Tucker Carlson had a January 2019 monologue that I read as a precursor to this moment. “Any economic system that weakens and destroys families is not worth having. A system like that is the enemy of a healthy society.” On manufacturing:
Yet, the pathologies of modern rural America are familiar to anyone who visited downtown Baltimore in the 1980s: Stunning out of wedlock birthrates. High male unemployment. A terrifying drug epidemic. Two different worlds. Similar outcomes. How did this happen? You’d think our ruling class would be interested in knowing the answer. But mostly they’re not. They don’t have to be interested. It’s easier to import foreign labor to take the place of native-born Americans who are slipping behind.
But Republicans now represent rural voters. They ought to be interested. Here’s a big part of the answer: male wages declined. Manufacturing, a male-dominated industry, all but disappeared over the course of a generation. All that remained in many places were the schools and the hospitals, both traditional employers of women. In many places, women suddenly made more than men.
Now, before you applaud this as a victory for feminism, consider the effects. Study after study has shown that when men make less than women, women generally don’t want to marry them. Maybe they should want to marry them, but they don’t. Over big populations, this causes a drop in marriage, a spike in out-of-wedlock births, and all the familiar disasters that inevitably follow -- more drug and alcohol abuse, higher incarceration rates, fewer families formed in the next generation.
Jane Coaston covered it for Vox here. Far beyond questions over the “exorbitant privilege” of the dollar, I think this kind of argument is animating the intellectual actors of the Trump conservative movement, and why it’s willing to tolerate obvious damage and costs associated with the trade and economic policy moves.
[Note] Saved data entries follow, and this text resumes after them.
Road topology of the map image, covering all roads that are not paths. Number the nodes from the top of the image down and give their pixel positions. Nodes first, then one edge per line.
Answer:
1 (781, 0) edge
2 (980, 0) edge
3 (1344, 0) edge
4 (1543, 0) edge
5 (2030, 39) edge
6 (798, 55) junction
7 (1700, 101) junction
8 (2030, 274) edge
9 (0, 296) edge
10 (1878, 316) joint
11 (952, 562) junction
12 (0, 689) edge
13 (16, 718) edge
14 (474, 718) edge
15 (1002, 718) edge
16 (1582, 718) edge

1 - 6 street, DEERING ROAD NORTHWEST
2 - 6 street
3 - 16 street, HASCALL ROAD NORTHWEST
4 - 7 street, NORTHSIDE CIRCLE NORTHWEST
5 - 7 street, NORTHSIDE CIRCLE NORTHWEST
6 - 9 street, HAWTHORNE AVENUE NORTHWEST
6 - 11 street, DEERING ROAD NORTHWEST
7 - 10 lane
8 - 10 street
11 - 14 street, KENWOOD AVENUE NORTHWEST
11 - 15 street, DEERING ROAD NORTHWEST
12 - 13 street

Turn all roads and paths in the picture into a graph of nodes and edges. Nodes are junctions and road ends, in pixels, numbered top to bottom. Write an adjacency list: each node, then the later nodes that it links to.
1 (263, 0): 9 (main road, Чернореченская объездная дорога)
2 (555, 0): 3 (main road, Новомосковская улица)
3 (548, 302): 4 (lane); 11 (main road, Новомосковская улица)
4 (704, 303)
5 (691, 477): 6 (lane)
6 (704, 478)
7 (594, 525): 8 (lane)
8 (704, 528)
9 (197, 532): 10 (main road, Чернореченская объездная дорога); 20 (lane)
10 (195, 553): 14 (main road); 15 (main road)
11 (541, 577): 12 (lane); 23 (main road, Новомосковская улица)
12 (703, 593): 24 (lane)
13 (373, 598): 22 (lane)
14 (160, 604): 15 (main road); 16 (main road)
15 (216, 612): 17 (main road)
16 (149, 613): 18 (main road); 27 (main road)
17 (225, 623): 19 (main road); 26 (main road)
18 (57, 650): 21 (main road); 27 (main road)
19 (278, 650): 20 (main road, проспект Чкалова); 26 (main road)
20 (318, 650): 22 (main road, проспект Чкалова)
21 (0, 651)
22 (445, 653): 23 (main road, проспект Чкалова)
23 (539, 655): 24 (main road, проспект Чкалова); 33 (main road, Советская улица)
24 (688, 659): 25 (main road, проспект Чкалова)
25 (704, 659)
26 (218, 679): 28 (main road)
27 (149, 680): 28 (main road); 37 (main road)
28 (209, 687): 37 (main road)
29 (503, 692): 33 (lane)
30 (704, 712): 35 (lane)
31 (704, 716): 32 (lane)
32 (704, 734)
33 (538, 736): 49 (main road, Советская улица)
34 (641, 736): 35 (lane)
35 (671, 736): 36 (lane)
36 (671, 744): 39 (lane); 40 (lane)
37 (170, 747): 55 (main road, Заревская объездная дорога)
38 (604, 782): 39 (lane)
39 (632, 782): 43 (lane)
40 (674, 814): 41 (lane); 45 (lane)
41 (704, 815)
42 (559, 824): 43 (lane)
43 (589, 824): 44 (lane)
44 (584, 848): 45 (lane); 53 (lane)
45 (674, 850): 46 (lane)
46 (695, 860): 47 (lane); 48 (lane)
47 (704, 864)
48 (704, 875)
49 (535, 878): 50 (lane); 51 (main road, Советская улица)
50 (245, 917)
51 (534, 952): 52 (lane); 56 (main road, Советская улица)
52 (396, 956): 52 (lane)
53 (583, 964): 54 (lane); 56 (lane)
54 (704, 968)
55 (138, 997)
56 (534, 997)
Even on its own terms, the idea that ‘once men get jobs in the new USA textile and iPhone-assembly factories they'll have higher socioeconomic status, so women will want to marry them, and their new wages means women can stay at home, and this will reverse falling fertility trends’ is going to fail, and fail in catastrophic ways. Conservatives deserve better.
It’s worth noting that the manufacturing quits story holds whether you look at durable or nondurable goods. But given that a lot of the conversation is about e.g. shoe and textile manufacturing returning, I’m not going to concede that we should focus on just one of them at this moment.
I'm glad to see you point this out. Manufacturing used to employ lots of workers and thanks to union action pay them relatively well. Modern manufacturing uses a lot less labor per unit of output. Even textile work which resists automation is more labor efficient. Modern union busting and outsourcing have eliminated the good pay as noted in this article. Manufacturing is no longer a magic bullet for building a middle class. If anything is, it might more powerful unions, but those could help across the board.
There are good arguments for moving some manufacturing back onshore. National security is one. We import a lot of our high explosives from Poland, and with us dropping out of NATO a la Trump, we could lose access to this source. Another is to support important productive sectors like agriculture, transportation and medicine. Having the manufacturing closer both physically and culturally can speed innovation.
All told, thanks for the good article.